As to the main point, I’m not sure if I’ve not made myself clear, or if you’ve misunderstood what’s I’ve said, but trying to be as clear as possible: His hypocrisy has nothing to do with the legal aspects of the case. I believe it to be worth pointing out, as I noted above, but it does not, and should not, have any bearing on the case itself.

What should have a bearing on the case is, like I noted in my previous comment, the context and history of the comment and the one who made it, and in this case both would support the idea that very few, if any, are going to reasonably believe it to be a factual statement, rather than just more hyperbole and insults from someone known for both.

Michael (profile) says:

Re: Re: Re:2 Re:

It is strategic to point out hypocrisy in case in which the court is going to have to determine what a reasonable person would believe.

Wood’s attorney has to get him out of a bit of a logic mess in this case.

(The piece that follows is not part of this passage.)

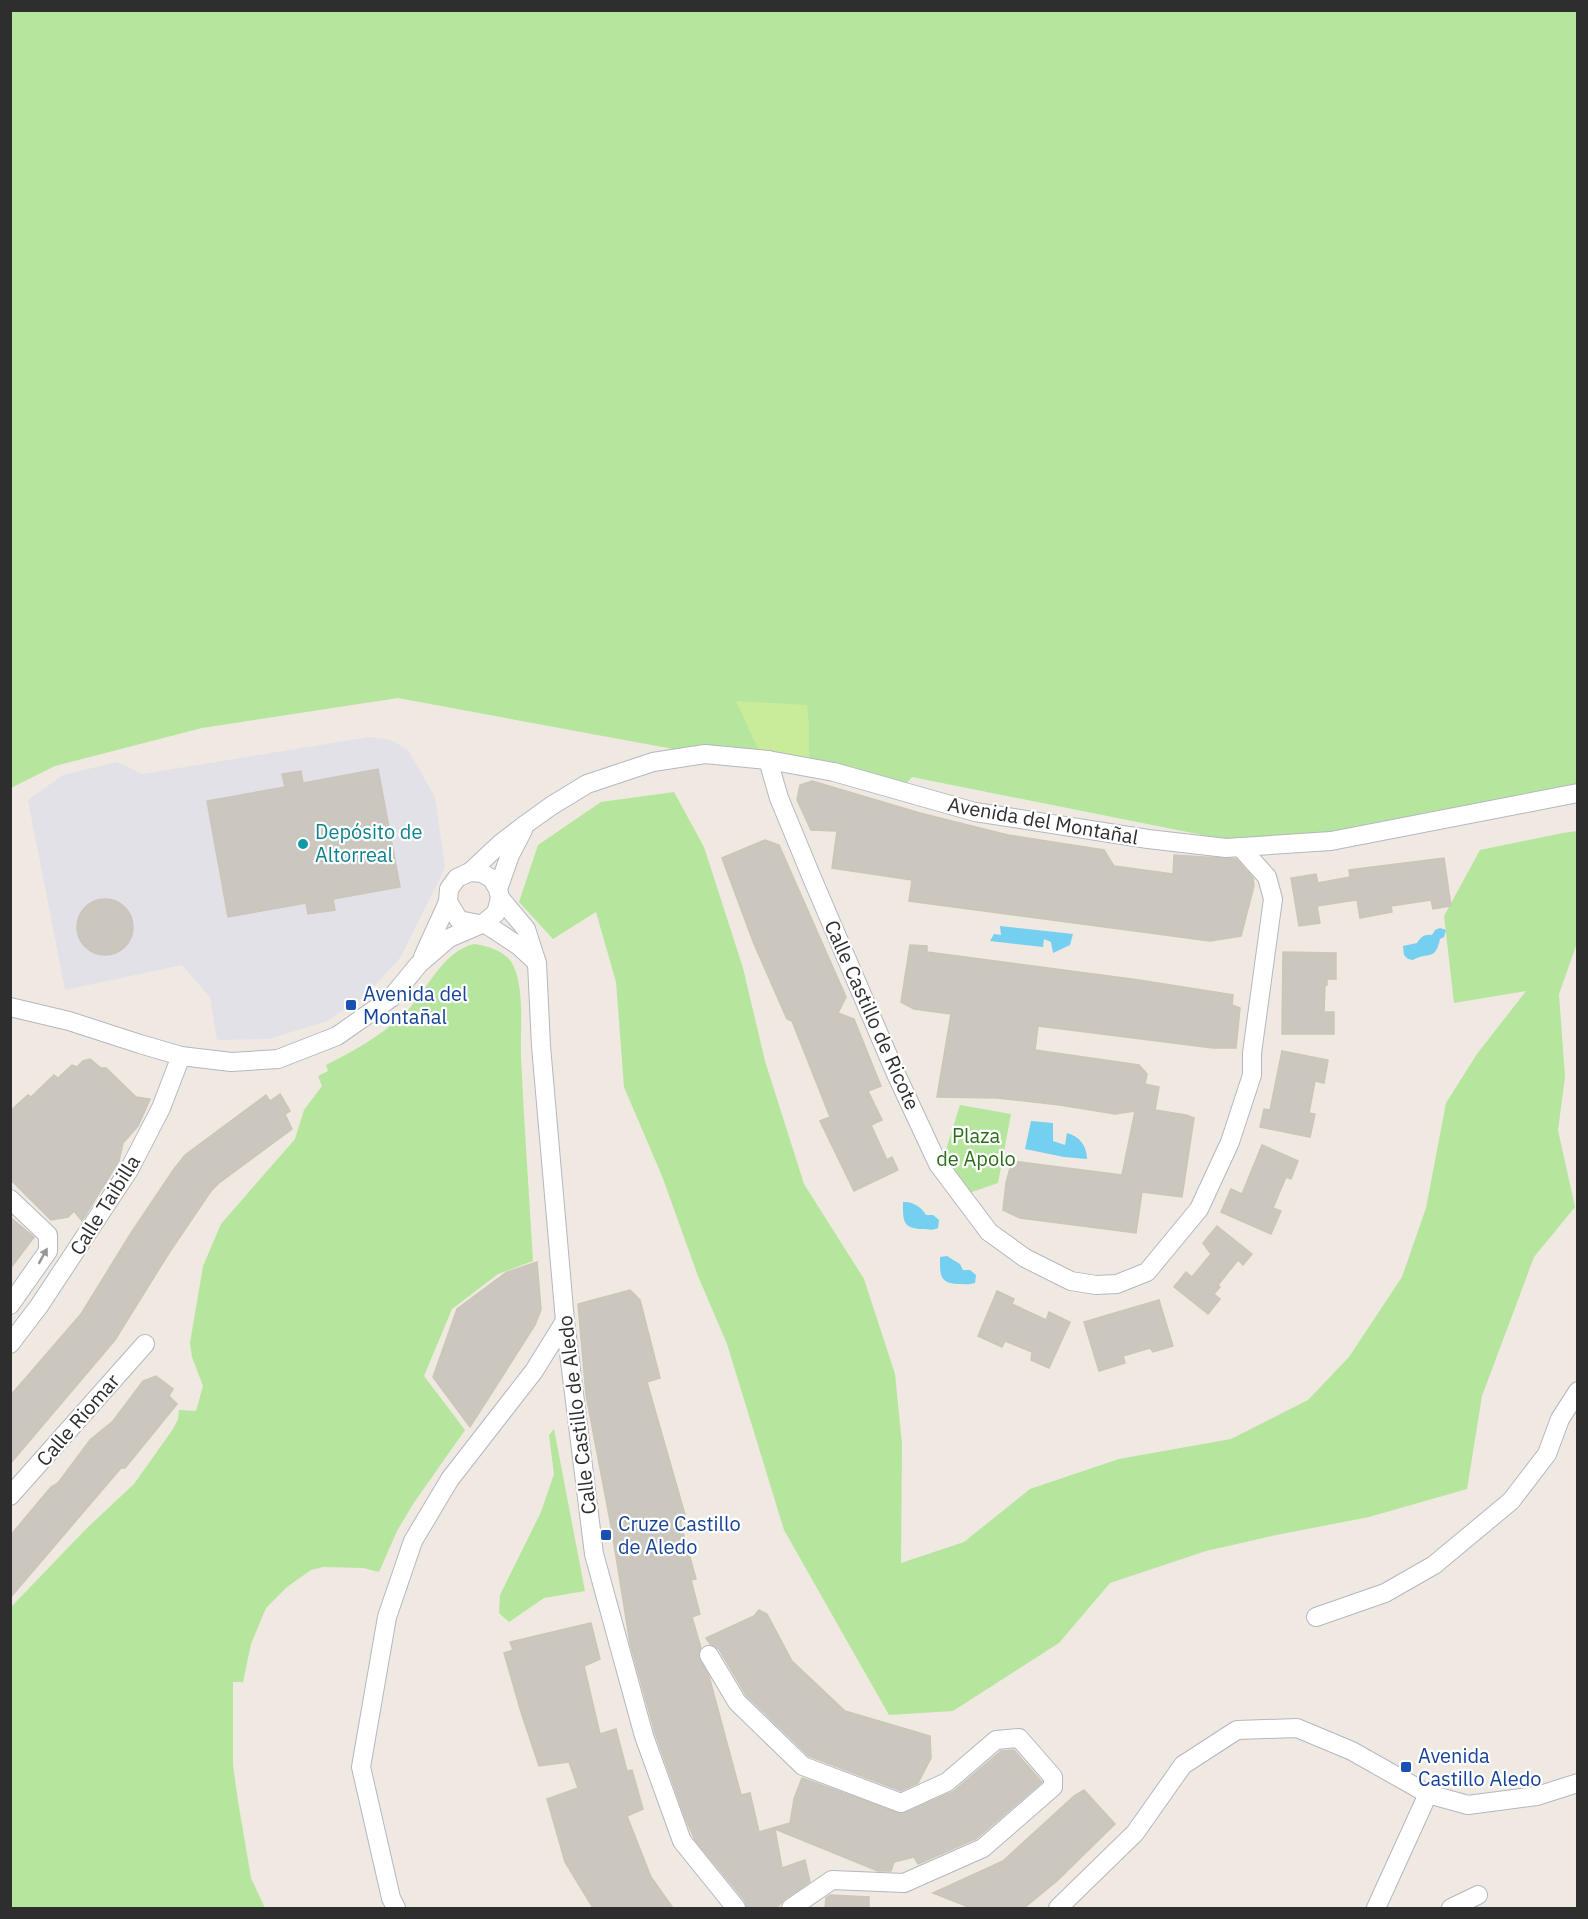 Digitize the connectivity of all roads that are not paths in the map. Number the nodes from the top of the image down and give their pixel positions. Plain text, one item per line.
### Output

The arguments are:
1) A reasonable person would believe that Wood’s statement was hyperbole, but the statements made against him are not (pretty tough to conclude base on the similarity)
2) Woods himself has done the same thing to someone else and a reasonable person would believe the statements (opening Woods up to a rather large suit with little ground to stand on)
3) Woods is not a reasonable person (probably not what you want the court to conclude)

Bergman (profile) says:

Re: Re:

Very true. But it’s hard to win a defamation lawsuit against you if you have previously argued that hyperbolic statements EXACTLY like your own are defamatory.

If Woods wins, there are likely to be several people — if not outright dozens — who will be able to immediately sue him for defamation, probably in the same court with possibly even the same judge.